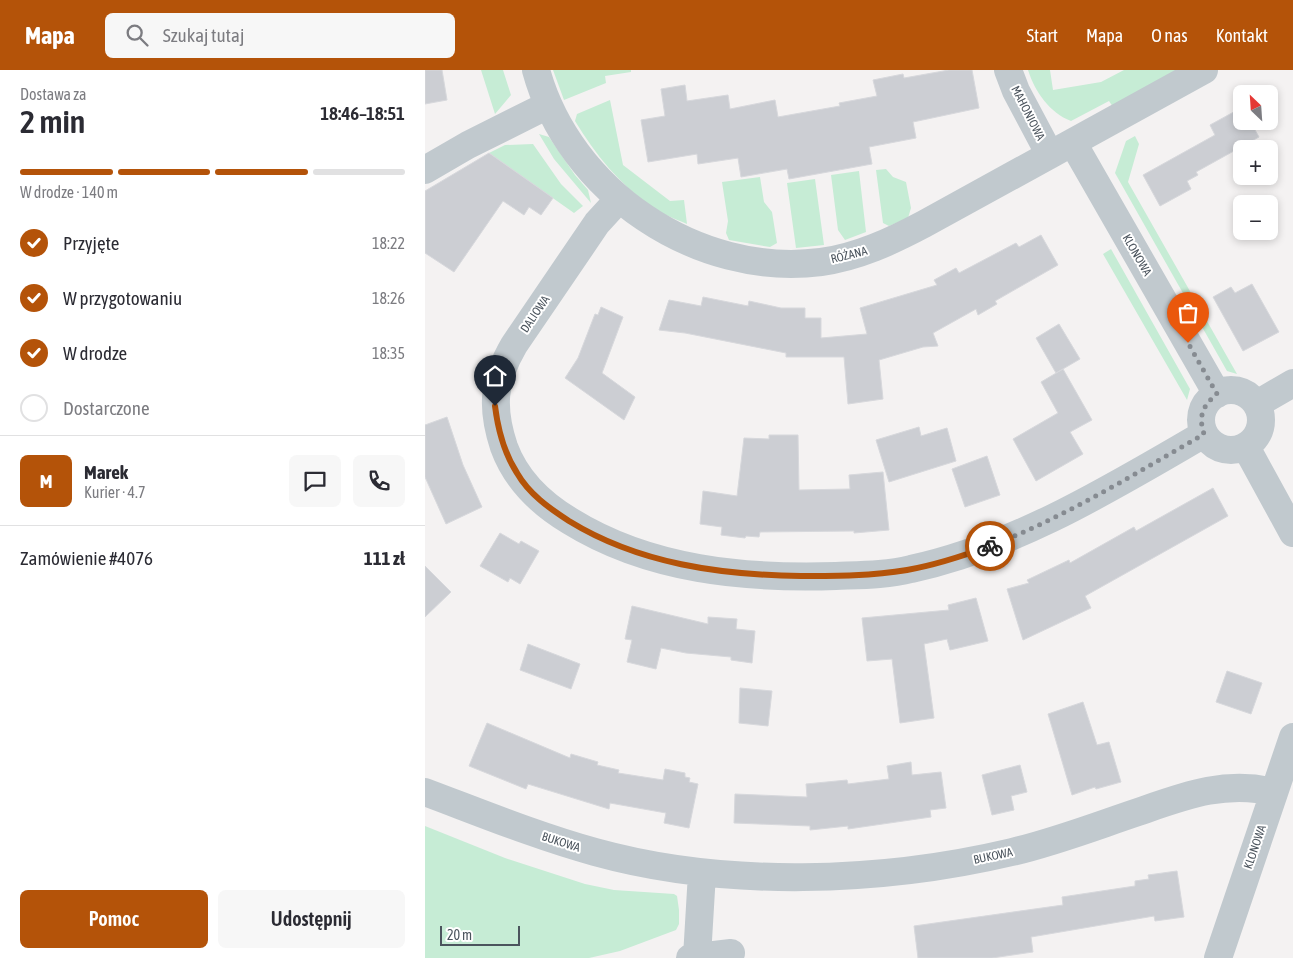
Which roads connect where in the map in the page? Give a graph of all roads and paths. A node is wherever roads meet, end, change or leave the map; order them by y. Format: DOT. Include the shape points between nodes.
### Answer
graph roads {
  1 [pos="536,70"];
  2 [pos="1008,70"];
  3 [pos="1204,70"];
  4 [pos="548,105"];
  5 [pos="1061,149"];
  6 [pos="425,170"];
  7 [pos="619,199"];
  8 [pos="1293,383"];
  9 [pos="1217,394"];
  10 [pos="1257,404"];
  11 [pos="1204,434"];
  12 [pos="1246,447"];
  13 [pos="1293,533"];
  14 [pos="1293,737"];
  15 [pos="425,792"];
  16 [pos="1274,792"];
  17 [pos="702,873"];
  18 [pos="731,953"];
  19 [pos="693,958"];
  20 [pos="1217,958"];
  1 -- 4 [label="street, RÓŻANA"];
  2 -- 5 [label="street, MAHONIOWA" via="1016,91"];
  3 -- 5 [label="street, RÓŻANA"];
  4 -- 6 [label="street"];
  4 -- 7 [label="street, RÓŻANA" via="570,144"];
  5 -- 7 [label="street, RÓŻANA" via="883,244 821,262 752,261 714,251 672,234"];
  5 -- 9 [label="street, KLONOWA"];
  7 -- 11 [label="street, DALIOWA" via="593,228 514,345 497,383 495,406 498,429 507,454 517,474 534,495 553,511 605,541 663,560 720,571 821,576 908,570 961,556 1016,536"];
  8 -- 10 [label="street"];
  9 -- 10 [label="street" via="1228,390 1240,391"];
  9 -- 11 [label="street" via="1203,410 1201,423"];
  10 -- 12 [label="street" via="1261,426"];
  11 -- 12 [label="street" via="1219,448"];
  12 -- 13 [label="street"];
  14 -- 16 [label="street, KLONOWA"];
  15 -- 17 [label="street, BUKOWA" via="596,853"];
  16 -- 17 [label="street, BUKOWA" via="1241,786 1210,790 1039,845 928,868 818,876"];
  16 -- 20 [label="street, KLONOWA"];
  17 -- 19 [label="street"];
  18 -- 19 [label="street"];
}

____________________

## [WORK TO BE COMPLETED]
All lines carrying the word "BUKOWA" must be copied from the data above.

## [EXERCISE OUTPUT]
  15 -- 17 [label="street, BUKOWA" via="596,853"];
  16 -- 17 [label="street, BUKOWA" via="1241,786 1210,790 1039,845 928,868 818,876"];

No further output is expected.